▶ **Exercise**
Copy every line of the records that includes the word "dead".

▶ **Excerpted data**
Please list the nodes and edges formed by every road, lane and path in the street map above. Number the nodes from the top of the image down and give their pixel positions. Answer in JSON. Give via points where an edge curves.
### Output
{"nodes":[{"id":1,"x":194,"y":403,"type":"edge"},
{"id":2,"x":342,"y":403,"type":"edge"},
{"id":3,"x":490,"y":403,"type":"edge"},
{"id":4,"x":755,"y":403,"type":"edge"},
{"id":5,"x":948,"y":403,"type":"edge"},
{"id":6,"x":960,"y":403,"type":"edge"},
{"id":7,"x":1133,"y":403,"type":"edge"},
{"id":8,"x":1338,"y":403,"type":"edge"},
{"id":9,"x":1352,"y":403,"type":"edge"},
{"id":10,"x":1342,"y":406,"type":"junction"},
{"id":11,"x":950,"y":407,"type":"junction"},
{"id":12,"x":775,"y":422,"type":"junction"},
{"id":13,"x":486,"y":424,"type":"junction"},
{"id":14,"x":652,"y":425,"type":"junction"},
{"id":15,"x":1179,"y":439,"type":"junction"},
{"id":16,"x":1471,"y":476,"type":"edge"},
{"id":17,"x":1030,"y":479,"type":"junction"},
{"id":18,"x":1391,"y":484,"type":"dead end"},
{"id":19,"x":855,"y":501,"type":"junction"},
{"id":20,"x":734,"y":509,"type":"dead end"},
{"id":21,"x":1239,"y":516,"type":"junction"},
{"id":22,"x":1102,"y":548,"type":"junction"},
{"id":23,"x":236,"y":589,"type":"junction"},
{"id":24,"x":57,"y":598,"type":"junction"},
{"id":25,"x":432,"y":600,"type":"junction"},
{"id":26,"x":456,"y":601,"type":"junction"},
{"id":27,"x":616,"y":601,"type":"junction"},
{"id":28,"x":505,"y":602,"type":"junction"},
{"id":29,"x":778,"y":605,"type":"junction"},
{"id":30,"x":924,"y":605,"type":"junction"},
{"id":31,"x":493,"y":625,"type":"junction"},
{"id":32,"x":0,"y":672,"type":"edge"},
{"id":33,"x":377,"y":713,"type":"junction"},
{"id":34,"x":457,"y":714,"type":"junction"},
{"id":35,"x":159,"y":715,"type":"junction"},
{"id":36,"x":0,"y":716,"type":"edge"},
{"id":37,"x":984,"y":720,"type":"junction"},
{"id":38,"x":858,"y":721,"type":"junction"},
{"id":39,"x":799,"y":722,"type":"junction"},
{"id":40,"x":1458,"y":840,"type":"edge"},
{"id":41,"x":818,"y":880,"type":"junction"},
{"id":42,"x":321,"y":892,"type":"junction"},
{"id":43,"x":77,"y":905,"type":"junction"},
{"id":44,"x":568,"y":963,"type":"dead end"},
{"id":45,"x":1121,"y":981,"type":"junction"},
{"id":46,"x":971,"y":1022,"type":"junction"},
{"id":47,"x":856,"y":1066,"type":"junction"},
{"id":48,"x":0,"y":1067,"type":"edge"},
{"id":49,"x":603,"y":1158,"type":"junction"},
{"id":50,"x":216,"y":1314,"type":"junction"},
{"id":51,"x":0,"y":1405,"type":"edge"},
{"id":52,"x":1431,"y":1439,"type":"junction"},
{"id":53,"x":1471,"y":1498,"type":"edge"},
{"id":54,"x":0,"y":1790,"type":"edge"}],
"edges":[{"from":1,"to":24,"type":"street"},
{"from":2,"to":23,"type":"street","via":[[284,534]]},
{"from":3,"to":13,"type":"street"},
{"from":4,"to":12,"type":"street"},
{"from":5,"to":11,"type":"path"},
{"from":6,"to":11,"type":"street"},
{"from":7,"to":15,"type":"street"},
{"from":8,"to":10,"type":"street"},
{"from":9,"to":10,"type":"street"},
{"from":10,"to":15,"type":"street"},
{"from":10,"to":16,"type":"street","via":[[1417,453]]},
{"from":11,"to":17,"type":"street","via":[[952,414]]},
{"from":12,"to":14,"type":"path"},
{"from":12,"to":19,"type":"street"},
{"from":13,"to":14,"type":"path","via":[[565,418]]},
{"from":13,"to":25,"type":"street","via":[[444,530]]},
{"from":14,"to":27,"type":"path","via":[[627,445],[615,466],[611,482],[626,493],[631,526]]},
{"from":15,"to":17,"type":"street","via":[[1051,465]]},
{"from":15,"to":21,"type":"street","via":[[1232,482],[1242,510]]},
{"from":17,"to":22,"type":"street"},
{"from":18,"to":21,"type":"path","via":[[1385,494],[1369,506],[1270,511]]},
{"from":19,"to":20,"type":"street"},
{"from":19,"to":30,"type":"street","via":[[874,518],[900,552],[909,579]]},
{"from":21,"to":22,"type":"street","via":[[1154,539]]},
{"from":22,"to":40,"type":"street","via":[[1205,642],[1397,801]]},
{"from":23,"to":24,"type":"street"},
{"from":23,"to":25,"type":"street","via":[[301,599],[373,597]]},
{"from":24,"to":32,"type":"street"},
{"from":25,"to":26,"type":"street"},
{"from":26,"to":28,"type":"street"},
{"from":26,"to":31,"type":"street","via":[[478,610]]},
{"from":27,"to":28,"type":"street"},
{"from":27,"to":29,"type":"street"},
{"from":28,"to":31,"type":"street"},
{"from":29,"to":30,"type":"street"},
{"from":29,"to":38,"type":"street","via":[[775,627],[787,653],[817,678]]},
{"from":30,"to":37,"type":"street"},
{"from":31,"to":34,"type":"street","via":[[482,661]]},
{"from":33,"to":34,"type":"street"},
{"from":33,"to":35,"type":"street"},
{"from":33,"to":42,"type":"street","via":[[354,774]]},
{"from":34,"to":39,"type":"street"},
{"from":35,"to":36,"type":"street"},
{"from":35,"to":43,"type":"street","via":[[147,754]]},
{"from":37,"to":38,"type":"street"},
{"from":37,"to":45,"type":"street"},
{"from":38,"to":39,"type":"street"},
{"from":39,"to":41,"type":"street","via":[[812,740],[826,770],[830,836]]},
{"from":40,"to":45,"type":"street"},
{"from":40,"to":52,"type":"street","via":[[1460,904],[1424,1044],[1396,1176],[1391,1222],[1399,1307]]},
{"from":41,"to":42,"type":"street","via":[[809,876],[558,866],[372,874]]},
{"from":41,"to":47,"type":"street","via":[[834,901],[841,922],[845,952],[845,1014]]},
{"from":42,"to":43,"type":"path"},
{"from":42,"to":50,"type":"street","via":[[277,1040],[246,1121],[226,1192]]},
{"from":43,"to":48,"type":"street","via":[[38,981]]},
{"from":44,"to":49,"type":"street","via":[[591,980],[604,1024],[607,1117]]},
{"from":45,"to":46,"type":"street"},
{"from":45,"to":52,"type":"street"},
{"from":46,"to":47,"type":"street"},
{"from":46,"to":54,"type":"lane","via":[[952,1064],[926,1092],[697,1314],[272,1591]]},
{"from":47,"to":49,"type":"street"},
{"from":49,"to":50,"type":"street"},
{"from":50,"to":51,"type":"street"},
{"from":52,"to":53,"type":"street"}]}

▶ **Solution to this problem**
{"id":18,"x":1391,"y":484,"type":"dead end"},
{"id":20,"x":734,"y":509,"type":"dead end"},
{"id":44,"x":568,"y":963,"type":"dead end"},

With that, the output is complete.